A proposito del suo lavoro mi disse: “essere scrittore è da un lato un’ossessione-passione, dall’altro un mestiere. E’ anche un recupero della memoria, perché un vero futuro può scaturire soltanto dalla memoria del passato”. E la sua attività di scrittore si sostanzia della materia autobiografica, dell’esperienza personale che diventa narrazione mentre quest’ultima scorre parallela alle vicende della vita. Così le origini aristocratiche della famiglia la spinsero a clamorose rotture. In una vecchia intervista Fabrizia racconta di quel periodo (ndr. Inizi degli anni ’60): “Io volevo impegnarmi in attività sociali. Questo l’ho capito attraverso una lunga depressione, da cui sono uscita – da sola – attraverso la scoperta di Napoli. Una cameriera di mia madre, della mia età, madre di tanti bambini, vedendomi stare così mi disse: ‘Perché non vieni ad aiutare i miei figli che vanno tanto male a scuola?’ Andai a casa sua in un vicolo a fare lezioni private ai suoi bambini; fu subito una cosa più larga, perché venivano i loro amici, e poco a poco divenne un grosso doposcuola per i bambini delle elementari e la scuola serale per analfabeti…”. Questa attività, che l’assorbì per sei anni con la creazione dell’Associazione Risveglio Napoli, è rievocata nel libro “L’isola dei bambini”.
La sua vita e la sua scrittura è stata un continuo viaggiare, attraverso la propria storia e quella delle altre esistenze incontrate o cercate nel suo muoversi, o ancora immaginate.

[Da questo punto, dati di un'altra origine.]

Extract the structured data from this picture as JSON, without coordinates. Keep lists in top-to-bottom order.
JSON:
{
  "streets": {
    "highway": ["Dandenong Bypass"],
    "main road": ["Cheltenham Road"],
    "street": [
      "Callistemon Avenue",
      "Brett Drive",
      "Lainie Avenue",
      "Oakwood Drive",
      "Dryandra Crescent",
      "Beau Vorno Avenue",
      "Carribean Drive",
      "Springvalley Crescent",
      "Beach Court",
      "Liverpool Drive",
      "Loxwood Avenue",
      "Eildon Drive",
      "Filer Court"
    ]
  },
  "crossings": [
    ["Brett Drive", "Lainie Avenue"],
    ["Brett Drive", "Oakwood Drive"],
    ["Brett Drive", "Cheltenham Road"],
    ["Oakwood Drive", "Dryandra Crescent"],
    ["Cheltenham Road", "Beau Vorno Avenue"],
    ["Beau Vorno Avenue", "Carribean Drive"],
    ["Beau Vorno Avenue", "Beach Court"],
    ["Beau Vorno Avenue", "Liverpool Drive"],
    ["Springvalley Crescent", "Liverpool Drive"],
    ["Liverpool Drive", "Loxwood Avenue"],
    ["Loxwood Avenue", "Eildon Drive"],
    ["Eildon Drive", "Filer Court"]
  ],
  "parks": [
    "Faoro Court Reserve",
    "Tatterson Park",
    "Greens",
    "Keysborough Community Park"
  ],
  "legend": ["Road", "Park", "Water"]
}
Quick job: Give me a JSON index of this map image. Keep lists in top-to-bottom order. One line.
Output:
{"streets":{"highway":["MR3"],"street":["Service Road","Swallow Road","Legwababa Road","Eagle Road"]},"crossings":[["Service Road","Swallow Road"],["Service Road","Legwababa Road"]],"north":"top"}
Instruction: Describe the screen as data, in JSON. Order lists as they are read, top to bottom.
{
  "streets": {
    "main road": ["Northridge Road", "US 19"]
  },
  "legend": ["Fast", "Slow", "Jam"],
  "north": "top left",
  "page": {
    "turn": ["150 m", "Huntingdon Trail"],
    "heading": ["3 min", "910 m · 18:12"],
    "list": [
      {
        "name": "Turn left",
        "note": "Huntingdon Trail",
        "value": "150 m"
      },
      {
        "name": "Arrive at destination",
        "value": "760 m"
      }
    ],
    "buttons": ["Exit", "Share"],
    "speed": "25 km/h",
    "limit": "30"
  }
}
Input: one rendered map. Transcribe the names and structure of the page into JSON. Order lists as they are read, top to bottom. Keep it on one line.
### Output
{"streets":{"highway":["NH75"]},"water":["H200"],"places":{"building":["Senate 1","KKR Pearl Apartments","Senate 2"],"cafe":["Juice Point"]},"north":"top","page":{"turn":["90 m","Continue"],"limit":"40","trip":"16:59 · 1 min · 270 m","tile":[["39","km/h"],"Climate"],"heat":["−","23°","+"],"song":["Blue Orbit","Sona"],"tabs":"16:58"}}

Dalle donne con problemi mentali di “Passaggio a Trieste”, alle stratificazioni di uomini epoche e sogni che ruotano attorno alla piccolissima Ventotene in “L’isola riflessa”, alla scoperta del mondo disperato dei profughi del Saharawi in “Polisario. Un’astronava dimenticata nel deserto”, all’ultimo “La via”. Senza dimenticare la sua città: scrisse con Mario Martone la sceneggiatura di “Morte di un matematico napoletano” e con Rossana Rossanda “Bagnoli. Lo smantellamento dell’Italsider”. I suoi scritti sembrano dirci che la vita non è altro che un concatenarsi di storie, grandi e minime che lei, con le sue doti di affabulatrice nata, riusciva a colorare e rendere sontuose.